Cater gasped and scrambled down the steps towards the exit. Harry gave a wink and returned to the bar. Siobhan and Rebus shared a look, then a smile.
“Smarmy little bastard,” Rebus commented.
“Maybe you’d be, too, given who his father is.”
“Silver spoon up the nose at birth, I dare say.” Rebus sat back down at his table, Siobhan turning her chair round to face him.
“Maybe it’s just his routine.”
“Like your ‘Ice Maiden?’”
“And your Mr. Angry.”
Rebus winked and tipped his glass to his mouth. She’d noticed before how he opened his mouth when he drank—as if attacking the liquid, showing it his teeth. “Want another?” she asked.
“Trying to postpone the evil moment?” he teased. “Well, why not? Got to be cheaper here than there.”
She brought the drinks through. “How did it go at Whitemire?”
“As well as could be expected. Ellen Wylie went off on one.” He described the visit, ending with Wylie and the guard. “Why do you think she did that?”
“Innate sense of injustice?” Siobhan suggested. “Maybe she comes from immigrant stock.”
“Like me, you mean?”
“I seem to remember you telling me you came from Poland.”
“Not me: my granddad.”
“You probably still have family there.”
“Christ knows
.”
“Well, don’t forget I’m an immigrant, too. Parents both English . . . brought up south of the border.”
“You were born here, though.”
“And whisked away again before I was out of nappies.”
“Still makes you Scottish—stop trying to wriggle out of it.”
“I’m just saying . . .”
“We’re a mongrel nation, always have been. Settled by the Irish, raped and pillaged by the Vikings. When I was a kid, all the chip shops seemed to be run by Italians. Classmates with Polish and Russian surnames . . .” He stared into his glass. “I don’t remember anyone getting stabbed because of it.”
“You grew up in a village, though.”
“So?”
“So maybe Knoxland’s different, that’s all I’m saying.”
He nodded agreement with this, finished his drink. “Let’s go,” he said.
“I’ve still got half a glass.”
“You losing your nerve, DS Clarke?”
A complaint sounded in her throat, but she got to her feet anyway.
“You been to one of these places before?”
“Couple of times,” he admitted. “Stag nights.”
They’d parked the car on Bread Street, outside one of the city’s more chic hotels.

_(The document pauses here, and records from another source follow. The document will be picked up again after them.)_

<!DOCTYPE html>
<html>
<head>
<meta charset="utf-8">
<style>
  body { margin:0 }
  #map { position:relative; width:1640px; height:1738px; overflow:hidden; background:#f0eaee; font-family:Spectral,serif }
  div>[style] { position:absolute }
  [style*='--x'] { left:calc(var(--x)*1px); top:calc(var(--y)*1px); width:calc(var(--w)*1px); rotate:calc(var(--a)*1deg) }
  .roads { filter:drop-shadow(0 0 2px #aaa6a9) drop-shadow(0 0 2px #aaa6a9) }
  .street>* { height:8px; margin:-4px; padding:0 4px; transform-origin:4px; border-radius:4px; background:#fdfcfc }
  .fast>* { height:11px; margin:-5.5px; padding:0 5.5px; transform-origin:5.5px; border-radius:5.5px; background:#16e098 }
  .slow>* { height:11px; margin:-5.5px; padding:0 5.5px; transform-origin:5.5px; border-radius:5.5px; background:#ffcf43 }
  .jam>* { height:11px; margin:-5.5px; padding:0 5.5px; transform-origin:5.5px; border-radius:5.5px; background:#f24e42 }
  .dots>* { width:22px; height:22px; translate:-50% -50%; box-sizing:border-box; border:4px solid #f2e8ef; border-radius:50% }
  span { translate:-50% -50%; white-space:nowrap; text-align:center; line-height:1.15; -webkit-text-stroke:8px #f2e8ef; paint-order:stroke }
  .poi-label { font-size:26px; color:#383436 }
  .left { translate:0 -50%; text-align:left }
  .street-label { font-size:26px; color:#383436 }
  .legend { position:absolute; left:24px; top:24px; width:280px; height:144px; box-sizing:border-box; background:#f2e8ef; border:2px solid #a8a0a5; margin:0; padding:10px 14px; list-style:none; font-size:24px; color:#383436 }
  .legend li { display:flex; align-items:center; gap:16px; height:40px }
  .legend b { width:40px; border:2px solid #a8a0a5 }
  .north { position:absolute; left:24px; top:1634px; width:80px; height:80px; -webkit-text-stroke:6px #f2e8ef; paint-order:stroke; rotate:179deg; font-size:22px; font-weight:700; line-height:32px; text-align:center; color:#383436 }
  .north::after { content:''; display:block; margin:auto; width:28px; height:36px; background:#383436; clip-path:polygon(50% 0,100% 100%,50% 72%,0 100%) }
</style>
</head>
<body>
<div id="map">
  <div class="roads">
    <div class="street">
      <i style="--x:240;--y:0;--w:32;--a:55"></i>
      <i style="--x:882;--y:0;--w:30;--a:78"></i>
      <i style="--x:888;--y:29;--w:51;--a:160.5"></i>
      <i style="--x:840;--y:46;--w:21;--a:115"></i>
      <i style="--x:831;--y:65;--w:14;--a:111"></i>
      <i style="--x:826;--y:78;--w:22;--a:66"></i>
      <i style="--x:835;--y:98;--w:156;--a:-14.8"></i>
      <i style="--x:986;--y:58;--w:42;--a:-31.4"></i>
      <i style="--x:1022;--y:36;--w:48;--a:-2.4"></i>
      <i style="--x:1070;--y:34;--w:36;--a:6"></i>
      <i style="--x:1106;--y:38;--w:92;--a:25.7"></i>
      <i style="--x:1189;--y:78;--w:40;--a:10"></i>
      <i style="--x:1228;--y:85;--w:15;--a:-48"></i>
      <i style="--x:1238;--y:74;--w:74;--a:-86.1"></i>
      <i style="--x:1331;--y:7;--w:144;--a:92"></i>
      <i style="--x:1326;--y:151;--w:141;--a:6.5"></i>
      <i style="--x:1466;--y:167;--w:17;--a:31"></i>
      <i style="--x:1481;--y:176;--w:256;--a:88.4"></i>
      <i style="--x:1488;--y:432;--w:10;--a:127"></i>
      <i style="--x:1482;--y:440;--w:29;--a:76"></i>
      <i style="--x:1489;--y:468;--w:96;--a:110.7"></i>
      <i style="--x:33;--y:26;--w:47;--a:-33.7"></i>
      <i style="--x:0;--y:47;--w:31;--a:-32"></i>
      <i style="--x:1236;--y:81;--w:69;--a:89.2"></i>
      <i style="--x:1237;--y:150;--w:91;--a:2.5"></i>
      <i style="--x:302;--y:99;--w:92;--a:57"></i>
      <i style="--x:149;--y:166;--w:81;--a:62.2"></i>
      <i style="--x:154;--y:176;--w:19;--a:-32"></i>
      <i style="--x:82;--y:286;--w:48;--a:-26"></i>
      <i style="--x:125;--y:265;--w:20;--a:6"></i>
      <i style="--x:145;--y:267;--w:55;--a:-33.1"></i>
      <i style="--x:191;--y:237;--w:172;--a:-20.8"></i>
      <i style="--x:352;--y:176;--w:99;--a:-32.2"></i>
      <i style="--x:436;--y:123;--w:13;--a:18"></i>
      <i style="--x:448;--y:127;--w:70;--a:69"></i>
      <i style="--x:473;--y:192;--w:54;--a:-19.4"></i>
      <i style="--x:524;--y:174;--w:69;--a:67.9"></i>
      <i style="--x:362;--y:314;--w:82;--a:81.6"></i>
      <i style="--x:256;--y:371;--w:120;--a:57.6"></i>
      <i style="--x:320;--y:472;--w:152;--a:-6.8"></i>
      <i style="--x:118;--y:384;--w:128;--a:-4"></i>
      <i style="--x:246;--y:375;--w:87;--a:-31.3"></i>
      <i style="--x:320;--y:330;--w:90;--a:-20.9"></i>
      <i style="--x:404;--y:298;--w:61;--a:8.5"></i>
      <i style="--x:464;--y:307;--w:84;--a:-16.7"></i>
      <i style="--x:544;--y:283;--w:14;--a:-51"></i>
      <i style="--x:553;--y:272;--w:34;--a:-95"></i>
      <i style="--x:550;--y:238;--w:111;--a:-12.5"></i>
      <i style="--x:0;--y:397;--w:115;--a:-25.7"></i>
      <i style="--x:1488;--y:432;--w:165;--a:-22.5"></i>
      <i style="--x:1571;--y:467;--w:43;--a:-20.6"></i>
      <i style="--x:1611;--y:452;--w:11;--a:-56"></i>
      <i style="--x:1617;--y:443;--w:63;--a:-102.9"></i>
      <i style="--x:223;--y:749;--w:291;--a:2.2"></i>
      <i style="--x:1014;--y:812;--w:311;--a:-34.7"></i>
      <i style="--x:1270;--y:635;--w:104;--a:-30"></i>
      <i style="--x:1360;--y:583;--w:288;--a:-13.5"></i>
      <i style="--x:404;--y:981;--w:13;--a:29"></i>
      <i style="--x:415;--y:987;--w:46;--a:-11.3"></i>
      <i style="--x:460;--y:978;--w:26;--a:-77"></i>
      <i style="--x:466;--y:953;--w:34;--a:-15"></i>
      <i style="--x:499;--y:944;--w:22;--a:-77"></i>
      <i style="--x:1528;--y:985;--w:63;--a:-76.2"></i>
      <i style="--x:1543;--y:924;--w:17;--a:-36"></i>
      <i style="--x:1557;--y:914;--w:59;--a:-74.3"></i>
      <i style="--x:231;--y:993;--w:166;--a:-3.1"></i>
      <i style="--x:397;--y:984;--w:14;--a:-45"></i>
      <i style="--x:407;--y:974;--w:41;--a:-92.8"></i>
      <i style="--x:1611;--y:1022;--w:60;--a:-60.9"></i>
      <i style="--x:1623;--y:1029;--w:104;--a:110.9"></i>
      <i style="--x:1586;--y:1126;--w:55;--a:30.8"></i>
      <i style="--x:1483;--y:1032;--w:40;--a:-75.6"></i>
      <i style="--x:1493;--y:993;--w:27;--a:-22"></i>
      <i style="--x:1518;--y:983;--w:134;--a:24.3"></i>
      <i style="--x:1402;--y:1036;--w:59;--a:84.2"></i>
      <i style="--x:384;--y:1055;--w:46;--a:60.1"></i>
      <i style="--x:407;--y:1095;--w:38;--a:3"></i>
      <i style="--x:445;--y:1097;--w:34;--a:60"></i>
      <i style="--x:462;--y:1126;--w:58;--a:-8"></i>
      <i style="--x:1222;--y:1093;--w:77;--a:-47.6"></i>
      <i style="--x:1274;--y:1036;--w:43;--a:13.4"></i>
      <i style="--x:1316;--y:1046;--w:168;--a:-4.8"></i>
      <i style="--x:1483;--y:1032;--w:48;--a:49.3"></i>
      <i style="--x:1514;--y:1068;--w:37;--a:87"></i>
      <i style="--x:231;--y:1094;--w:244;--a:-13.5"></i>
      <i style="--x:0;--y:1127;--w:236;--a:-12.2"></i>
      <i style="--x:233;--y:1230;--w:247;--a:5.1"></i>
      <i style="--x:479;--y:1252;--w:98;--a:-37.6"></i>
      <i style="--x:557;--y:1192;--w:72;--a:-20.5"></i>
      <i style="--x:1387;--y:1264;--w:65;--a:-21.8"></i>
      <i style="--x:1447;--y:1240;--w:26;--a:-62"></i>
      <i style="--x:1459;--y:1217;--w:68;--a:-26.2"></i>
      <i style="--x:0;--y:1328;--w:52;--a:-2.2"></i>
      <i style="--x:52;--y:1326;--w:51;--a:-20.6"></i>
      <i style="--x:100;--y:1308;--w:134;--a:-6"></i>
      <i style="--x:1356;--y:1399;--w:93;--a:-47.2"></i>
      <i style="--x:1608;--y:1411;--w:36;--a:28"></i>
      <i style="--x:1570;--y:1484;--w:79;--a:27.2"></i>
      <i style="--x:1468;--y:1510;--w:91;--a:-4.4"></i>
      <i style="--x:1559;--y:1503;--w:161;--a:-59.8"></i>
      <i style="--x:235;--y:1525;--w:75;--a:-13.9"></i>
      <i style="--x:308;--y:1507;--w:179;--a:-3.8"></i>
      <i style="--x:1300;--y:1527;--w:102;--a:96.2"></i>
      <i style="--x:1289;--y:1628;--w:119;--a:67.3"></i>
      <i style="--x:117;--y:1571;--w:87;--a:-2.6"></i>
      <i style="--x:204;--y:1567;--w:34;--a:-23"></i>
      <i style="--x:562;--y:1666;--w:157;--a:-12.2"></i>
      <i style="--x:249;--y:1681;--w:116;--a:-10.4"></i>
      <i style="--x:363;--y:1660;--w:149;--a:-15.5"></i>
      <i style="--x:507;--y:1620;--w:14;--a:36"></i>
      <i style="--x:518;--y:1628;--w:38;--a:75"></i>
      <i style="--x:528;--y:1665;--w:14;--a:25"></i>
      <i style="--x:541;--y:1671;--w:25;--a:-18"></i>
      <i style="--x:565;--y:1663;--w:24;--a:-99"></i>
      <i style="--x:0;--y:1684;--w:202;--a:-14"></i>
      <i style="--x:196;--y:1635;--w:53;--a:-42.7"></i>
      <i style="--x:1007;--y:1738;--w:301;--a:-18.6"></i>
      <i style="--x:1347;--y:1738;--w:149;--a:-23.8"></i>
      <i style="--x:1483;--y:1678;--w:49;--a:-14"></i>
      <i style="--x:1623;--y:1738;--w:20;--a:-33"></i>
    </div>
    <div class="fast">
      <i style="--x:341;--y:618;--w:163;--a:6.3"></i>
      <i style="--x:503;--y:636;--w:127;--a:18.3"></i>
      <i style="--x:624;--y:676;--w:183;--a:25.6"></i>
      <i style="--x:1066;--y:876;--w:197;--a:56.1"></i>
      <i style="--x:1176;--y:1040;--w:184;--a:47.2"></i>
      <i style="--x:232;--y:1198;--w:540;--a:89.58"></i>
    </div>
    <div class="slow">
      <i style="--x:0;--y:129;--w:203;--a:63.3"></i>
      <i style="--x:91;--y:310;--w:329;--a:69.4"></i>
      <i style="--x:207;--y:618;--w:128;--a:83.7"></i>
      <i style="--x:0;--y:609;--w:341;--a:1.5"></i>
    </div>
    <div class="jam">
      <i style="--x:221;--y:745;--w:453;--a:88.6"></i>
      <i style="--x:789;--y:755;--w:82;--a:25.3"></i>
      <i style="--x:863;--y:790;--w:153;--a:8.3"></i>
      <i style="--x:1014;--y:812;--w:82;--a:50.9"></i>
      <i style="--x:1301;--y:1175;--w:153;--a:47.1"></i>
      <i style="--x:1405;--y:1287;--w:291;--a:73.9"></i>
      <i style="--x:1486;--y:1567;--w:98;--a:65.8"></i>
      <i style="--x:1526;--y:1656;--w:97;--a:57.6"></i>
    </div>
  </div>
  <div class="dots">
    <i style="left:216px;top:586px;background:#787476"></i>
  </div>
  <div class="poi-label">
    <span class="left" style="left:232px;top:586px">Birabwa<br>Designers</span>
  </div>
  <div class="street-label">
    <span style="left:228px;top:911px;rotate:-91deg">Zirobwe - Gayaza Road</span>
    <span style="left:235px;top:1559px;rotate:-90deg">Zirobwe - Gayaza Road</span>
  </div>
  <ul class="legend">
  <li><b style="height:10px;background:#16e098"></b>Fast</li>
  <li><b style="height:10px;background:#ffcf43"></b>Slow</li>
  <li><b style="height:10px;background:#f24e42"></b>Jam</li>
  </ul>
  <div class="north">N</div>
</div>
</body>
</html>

Rebus wondered what visitors thought, stepping out of their suite and into the pubic triangle. The area spread from the show bars of Tollcross and Lothian Road to Lady Lawson Street. Bars advertised the “biggest jugs” in town, “VIP table-dancing,” and “nonstop action.” There was just the one discreet sex shop as yet, and no sign that any of Leith’s streetwalkers had taken up residence.
“Takes me back a bit,” Rebus admitted. “You weren’t here in the seventies, were you? Go-go dancers in the pubs at lunchtime . . . a blue cinema near the university . . .”
“Glad to hear you so nostalgic,” Siobhan said coolly.
Their destination was a refurbished pub just across the road from a disused shop. Rebus could recall several of its previous names: The Laurie Tavern, The Wheaten Inn, The Snakepit. But now it was The Nook. A sign on its large blacked-out window proclaimed it “Your First Nookie Stop in the City” and offered “immediate gold-status membership.” There were two bouncers guarding the door from drunks and undesirables. Both were overweight and shaven-headed. They wore identical charcoal suits and black open-necked shirts and sported earpieces to alert them to any trouble inside.